Dataset entries

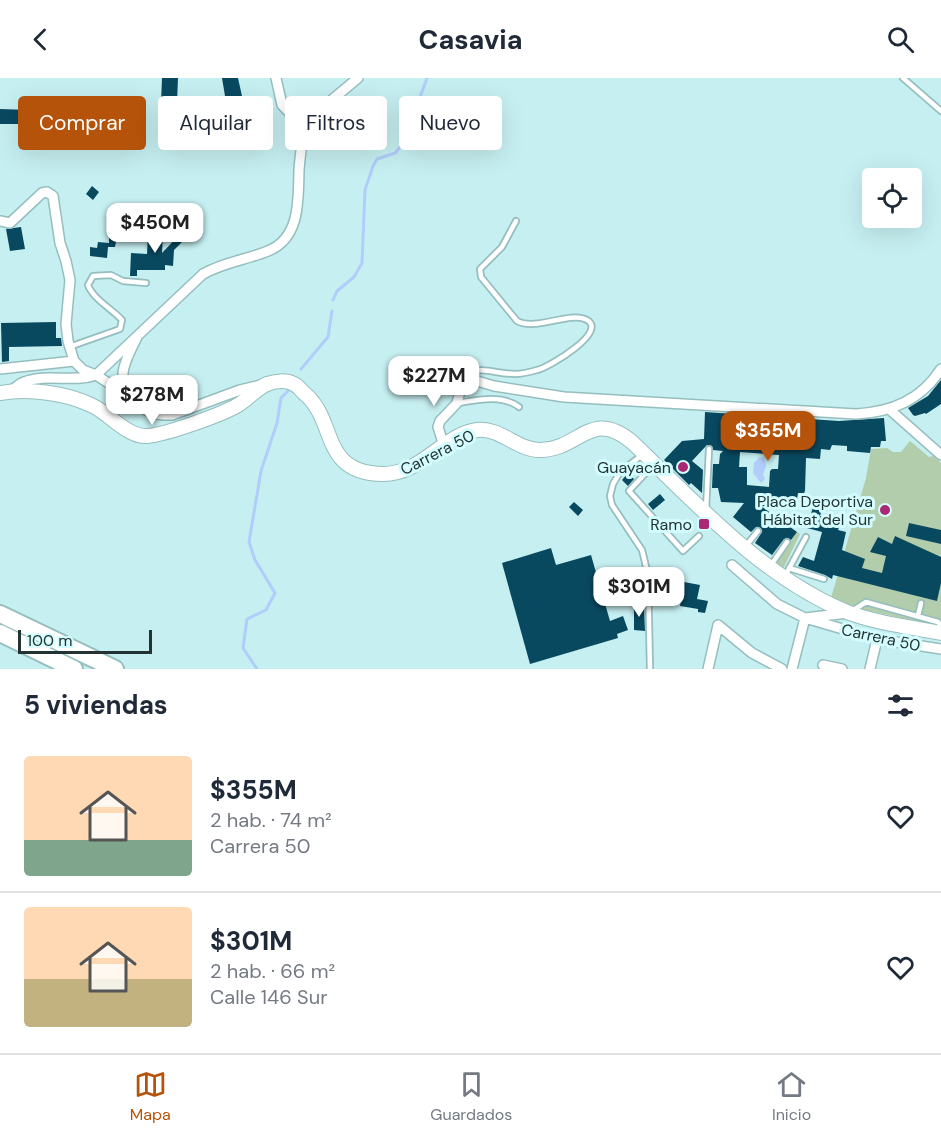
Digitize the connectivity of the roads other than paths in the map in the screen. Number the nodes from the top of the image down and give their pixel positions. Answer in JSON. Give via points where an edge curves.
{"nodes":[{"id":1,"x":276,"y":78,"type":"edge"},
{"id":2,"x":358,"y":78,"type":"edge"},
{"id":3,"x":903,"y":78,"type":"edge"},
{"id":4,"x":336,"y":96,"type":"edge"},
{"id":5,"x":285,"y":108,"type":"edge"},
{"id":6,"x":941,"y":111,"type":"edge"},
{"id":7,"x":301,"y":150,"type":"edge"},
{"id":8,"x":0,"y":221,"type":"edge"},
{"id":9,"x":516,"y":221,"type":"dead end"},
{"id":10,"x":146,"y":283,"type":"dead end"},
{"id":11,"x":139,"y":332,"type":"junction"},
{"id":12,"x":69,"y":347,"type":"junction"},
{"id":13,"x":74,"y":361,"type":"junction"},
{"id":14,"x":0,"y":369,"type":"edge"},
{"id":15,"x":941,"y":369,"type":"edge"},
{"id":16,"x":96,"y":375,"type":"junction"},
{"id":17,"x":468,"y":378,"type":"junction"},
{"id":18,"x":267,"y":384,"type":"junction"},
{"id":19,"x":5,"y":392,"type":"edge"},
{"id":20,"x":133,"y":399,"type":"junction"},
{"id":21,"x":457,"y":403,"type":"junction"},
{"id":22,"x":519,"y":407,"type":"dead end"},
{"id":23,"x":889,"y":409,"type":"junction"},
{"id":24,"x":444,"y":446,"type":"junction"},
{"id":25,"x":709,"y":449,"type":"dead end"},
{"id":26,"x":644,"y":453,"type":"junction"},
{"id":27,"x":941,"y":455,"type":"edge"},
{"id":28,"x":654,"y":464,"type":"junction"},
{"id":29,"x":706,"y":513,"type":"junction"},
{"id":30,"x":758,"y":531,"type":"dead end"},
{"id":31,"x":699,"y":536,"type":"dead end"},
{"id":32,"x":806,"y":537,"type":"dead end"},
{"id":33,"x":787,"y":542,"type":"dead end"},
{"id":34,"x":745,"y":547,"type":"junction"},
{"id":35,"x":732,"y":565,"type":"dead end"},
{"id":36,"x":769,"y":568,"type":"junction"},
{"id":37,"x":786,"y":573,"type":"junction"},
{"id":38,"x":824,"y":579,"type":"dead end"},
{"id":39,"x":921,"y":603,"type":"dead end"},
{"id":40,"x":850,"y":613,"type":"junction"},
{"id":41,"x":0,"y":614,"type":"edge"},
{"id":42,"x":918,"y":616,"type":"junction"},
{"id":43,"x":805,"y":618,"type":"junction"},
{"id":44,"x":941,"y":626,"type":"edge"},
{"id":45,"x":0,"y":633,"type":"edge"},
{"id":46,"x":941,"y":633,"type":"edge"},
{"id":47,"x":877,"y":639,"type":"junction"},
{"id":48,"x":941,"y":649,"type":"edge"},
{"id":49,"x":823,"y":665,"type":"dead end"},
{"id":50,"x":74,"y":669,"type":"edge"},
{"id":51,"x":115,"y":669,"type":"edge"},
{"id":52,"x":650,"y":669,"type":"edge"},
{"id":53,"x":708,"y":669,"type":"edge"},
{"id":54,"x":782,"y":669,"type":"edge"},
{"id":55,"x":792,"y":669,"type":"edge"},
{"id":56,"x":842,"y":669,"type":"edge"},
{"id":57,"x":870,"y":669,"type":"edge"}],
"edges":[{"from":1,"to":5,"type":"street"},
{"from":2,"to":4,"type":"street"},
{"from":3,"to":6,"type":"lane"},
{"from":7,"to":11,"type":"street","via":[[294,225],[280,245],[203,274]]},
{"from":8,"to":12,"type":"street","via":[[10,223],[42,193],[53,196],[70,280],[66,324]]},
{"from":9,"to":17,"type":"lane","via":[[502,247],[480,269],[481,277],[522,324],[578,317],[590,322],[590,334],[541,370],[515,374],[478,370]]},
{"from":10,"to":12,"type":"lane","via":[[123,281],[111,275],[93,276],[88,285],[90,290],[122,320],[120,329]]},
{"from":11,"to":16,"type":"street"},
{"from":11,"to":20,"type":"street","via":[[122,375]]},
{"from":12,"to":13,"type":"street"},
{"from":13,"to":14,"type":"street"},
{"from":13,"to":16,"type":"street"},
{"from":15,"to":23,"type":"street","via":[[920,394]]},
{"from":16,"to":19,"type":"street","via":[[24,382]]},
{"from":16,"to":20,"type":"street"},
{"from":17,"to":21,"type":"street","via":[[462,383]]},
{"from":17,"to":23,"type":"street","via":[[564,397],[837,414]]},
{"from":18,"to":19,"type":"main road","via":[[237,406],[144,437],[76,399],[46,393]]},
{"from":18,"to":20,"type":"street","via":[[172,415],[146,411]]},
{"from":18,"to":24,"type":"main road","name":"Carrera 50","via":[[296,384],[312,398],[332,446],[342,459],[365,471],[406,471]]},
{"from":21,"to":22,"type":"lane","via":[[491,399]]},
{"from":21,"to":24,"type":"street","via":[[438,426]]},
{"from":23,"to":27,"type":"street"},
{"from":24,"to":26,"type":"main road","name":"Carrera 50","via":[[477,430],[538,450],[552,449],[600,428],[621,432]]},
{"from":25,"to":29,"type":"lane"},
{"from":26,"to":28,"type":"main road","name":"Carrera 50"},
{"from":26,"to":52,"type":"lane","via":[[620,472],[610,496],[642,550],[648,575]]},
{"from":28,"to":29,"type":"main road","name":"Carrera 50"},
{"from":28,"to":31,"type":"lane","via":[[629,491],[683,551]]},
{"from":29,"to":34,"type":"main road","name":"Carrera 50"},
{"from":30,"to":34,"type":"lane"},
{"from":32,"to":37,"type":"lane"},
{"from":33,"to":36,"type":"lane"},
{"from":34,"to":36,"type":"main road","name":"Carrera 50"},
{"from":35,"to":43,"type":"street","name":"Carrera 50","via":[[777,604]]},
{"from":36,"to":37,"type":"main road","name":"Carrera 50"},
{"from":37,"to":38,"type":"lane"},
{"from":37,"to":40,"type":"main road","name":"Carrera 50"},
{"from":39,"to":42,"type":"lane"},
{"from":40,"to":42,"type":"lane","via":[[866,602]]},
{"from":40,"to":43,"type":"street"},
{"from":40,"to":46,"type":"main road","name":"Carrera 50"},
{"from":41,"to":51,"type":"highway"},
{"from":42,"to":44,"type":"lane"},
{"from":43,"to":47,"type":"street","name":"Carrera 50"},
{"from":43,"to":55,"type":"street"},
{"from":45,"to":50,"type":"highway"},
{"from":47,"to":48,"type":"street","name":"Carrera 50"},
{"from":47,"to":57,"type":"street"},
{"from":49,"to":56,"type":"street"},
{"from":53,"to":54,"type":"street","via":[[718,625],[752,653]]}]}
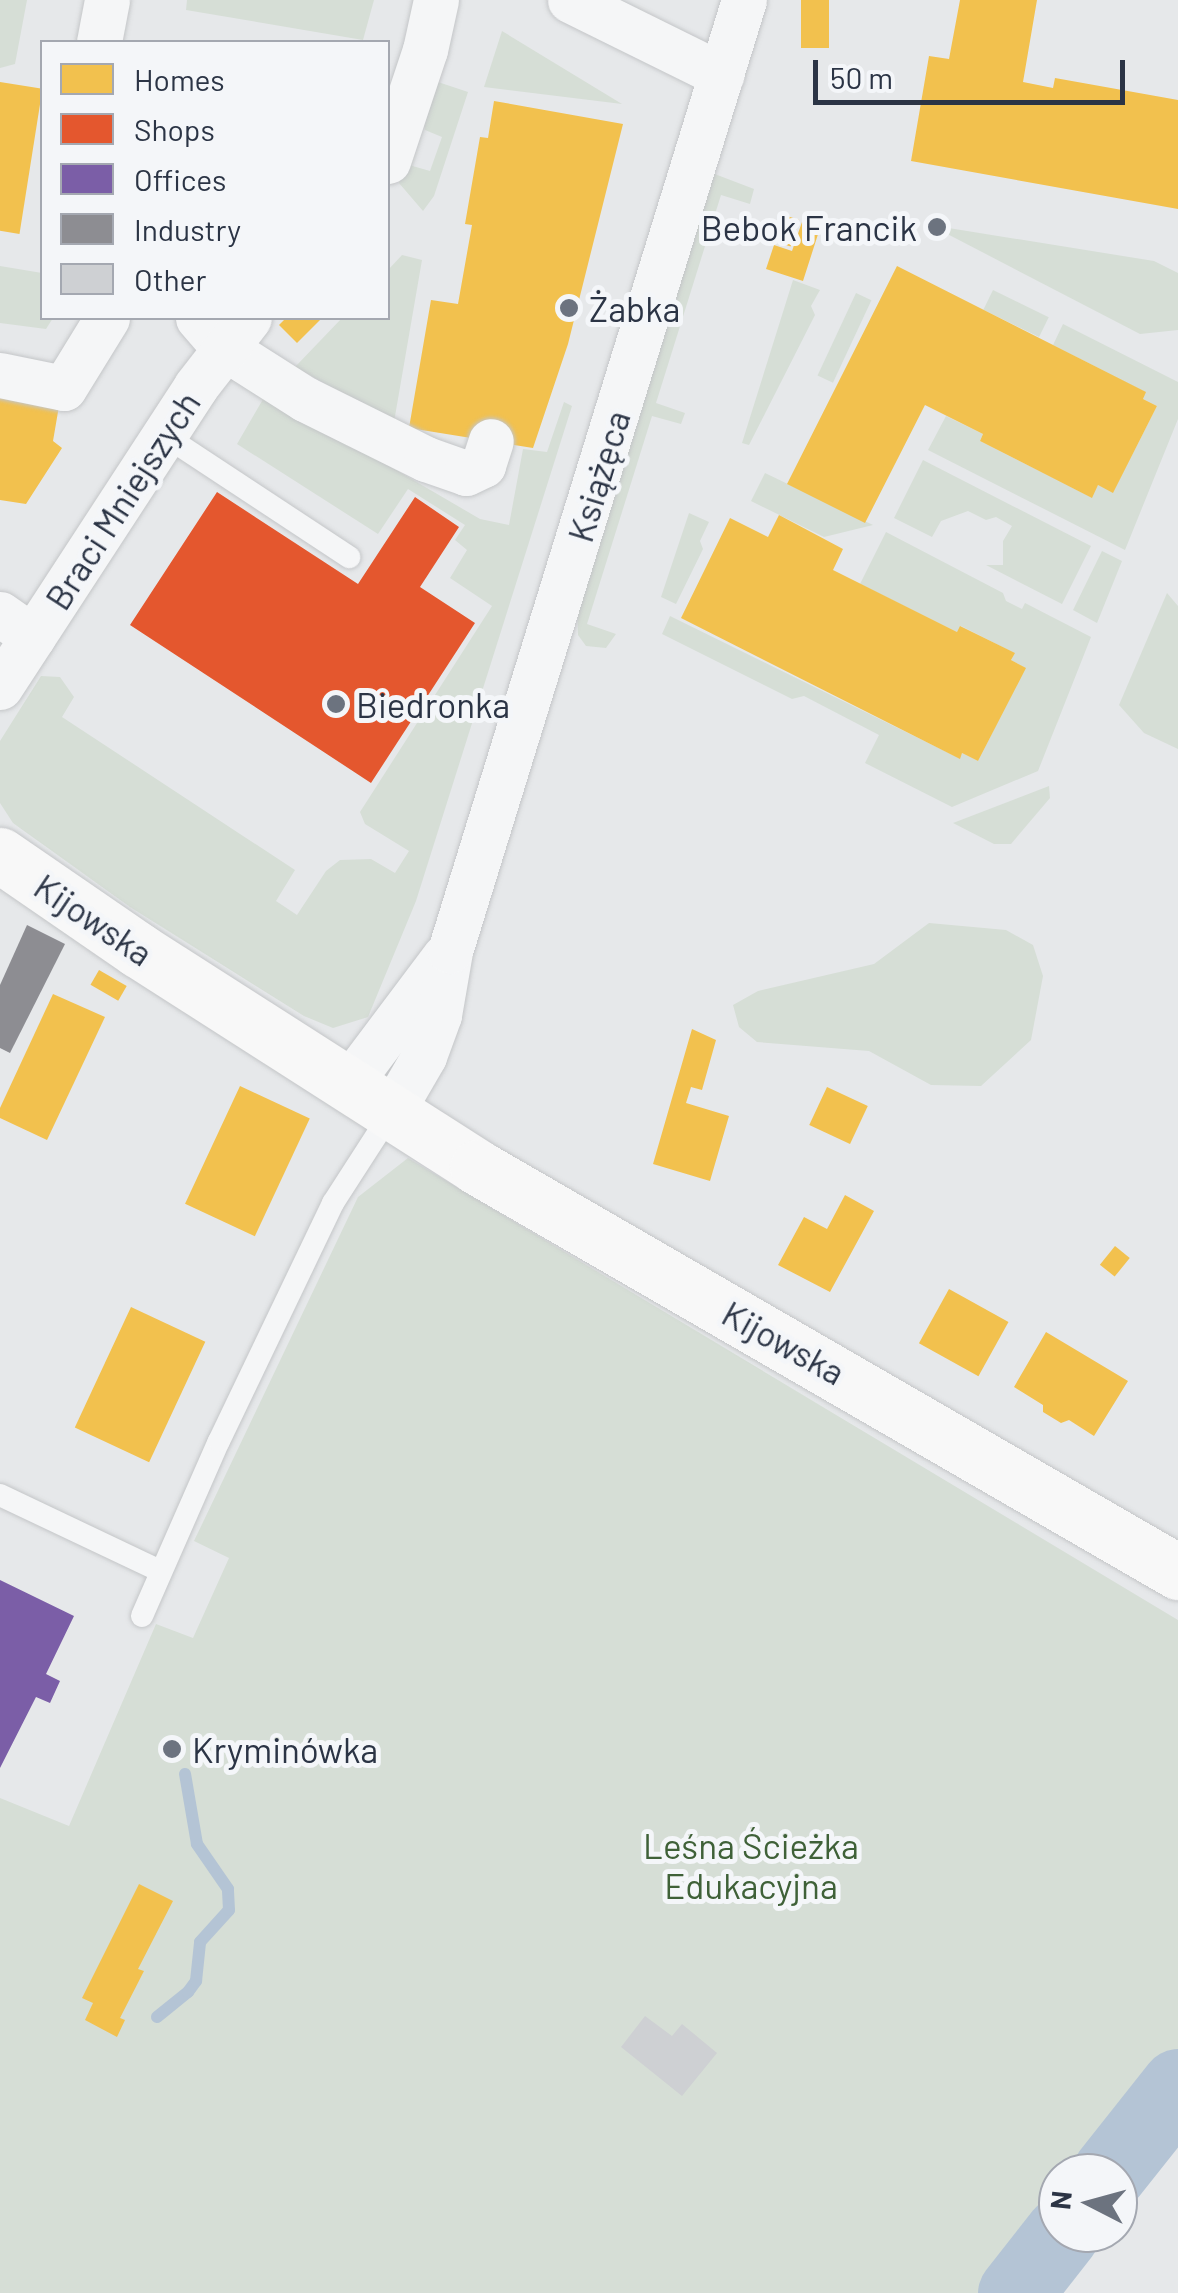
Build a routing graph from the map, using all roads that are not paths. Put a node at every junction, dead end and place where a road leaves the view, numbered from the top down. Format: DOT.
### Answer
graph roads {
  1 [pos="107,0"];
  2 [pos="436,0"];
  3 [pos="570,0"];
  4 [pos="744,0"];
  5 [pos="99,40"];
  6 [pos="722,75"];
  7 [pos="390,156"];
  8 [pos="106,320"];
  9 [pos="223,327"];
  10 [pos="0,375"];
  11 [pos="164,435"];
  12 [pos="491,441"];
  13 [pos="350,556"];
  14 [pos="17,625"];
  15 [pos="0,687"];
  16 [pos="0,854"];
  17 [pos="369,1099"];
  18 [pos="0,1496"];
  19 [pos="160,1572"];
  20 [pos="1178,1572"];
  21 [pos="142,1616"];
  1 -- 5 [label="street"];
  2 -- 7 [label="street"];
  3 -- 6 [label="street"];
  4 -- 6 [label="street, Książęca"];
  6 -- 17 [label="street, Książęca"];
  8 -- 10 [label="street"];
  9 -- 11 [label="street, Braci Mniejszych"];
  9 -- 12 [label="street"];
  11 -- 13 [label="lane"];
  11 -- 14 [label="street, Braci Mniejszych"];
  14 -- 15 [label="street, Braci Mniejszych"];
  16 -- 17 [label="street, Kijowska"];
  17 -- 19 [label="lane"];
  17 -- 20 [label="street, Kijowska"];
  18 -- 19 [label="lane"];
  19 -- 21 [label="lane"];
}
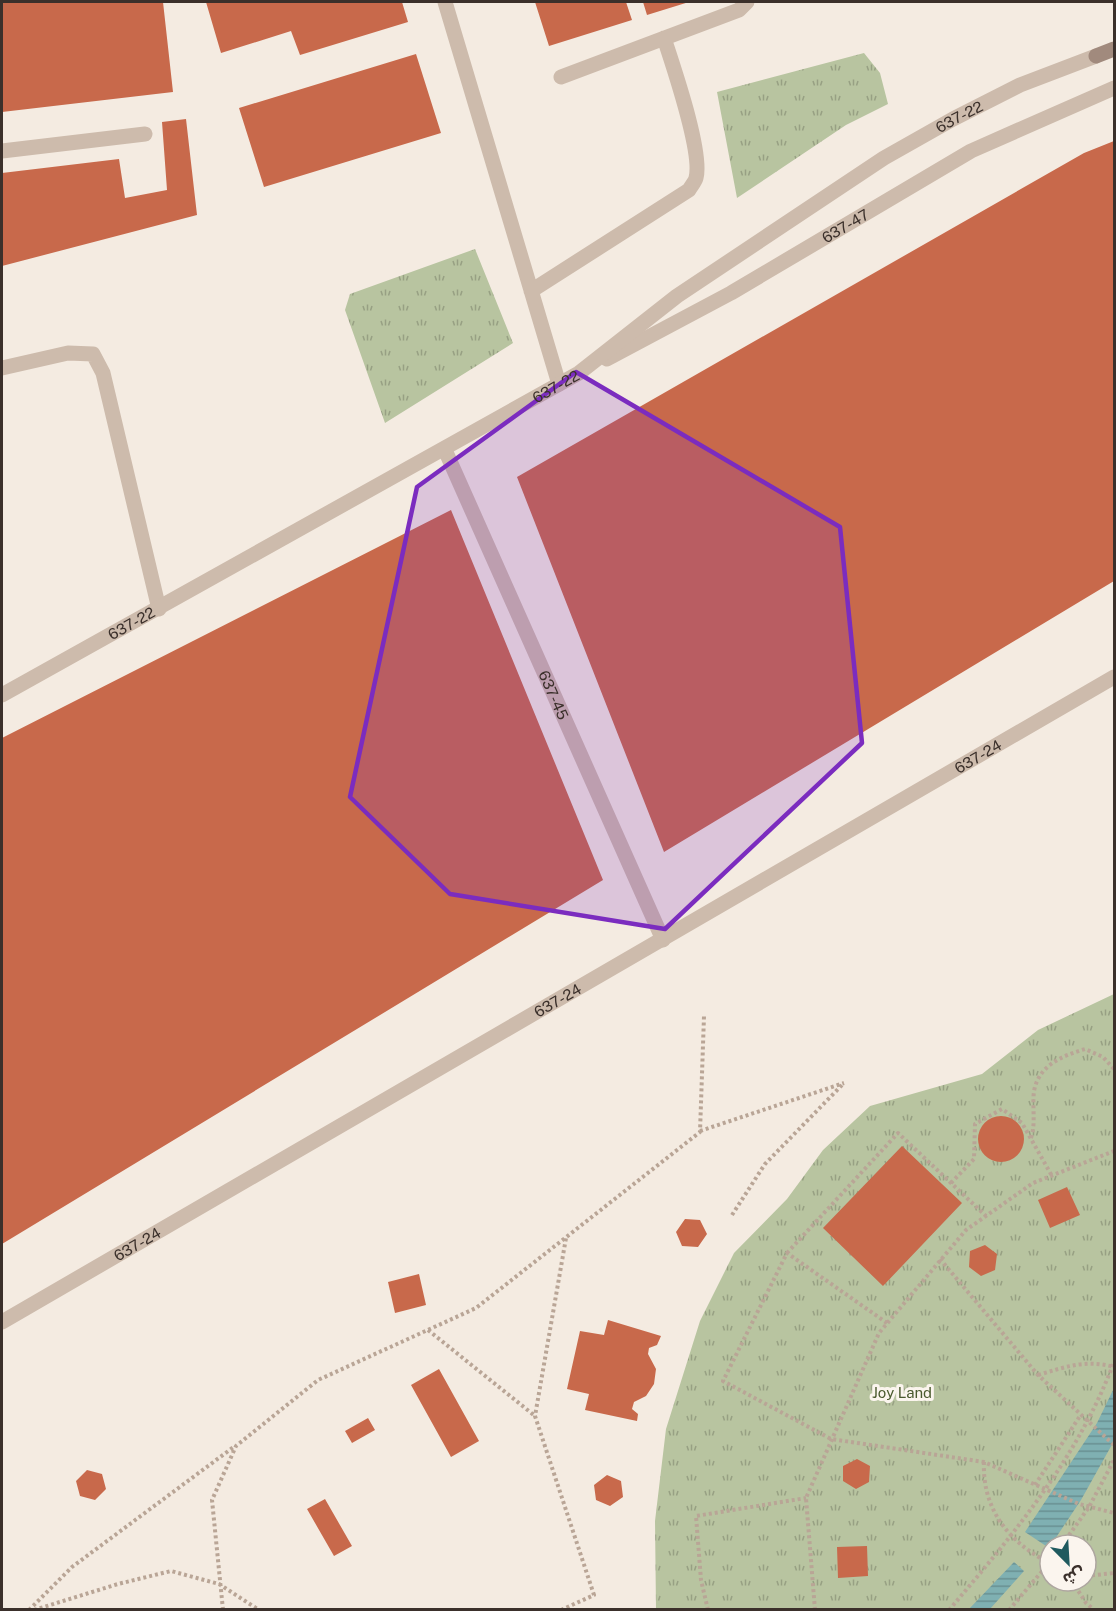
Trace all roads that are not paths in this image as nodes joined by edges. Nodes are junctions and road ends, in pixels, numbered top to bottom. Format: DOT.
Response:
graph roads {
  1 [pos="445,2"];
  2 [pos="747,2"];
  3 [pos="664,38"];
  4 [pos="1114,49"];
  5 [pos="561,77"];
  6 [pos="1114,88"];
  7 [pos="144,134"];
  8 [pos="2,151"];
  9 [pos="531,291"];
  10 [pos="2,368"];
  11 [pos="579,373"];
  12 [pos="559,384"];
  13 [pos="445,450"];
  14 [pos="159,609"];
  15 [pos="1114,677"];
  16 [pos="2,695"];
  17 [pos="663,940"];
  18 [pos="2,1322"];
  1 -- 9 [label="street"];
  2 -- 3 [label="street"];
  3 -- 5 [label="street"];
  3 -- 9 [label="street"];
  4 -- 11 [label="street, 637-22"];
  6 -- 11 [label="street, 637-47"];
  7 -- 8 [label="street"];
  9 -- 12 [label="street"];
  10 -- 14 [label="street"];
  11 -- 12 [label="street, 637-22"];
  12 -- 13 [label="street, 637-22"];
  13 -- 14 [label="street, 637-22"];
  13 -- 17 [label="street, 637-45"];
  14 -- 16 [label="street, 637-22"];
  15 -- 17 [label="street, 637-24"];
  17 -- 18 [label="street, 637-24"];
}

DIRECTIONS FOR THIS TASK>
Looking only at the data above, say how many of its lines contain the string "Format", and nothing more.

SOLVED EXERCISE>
2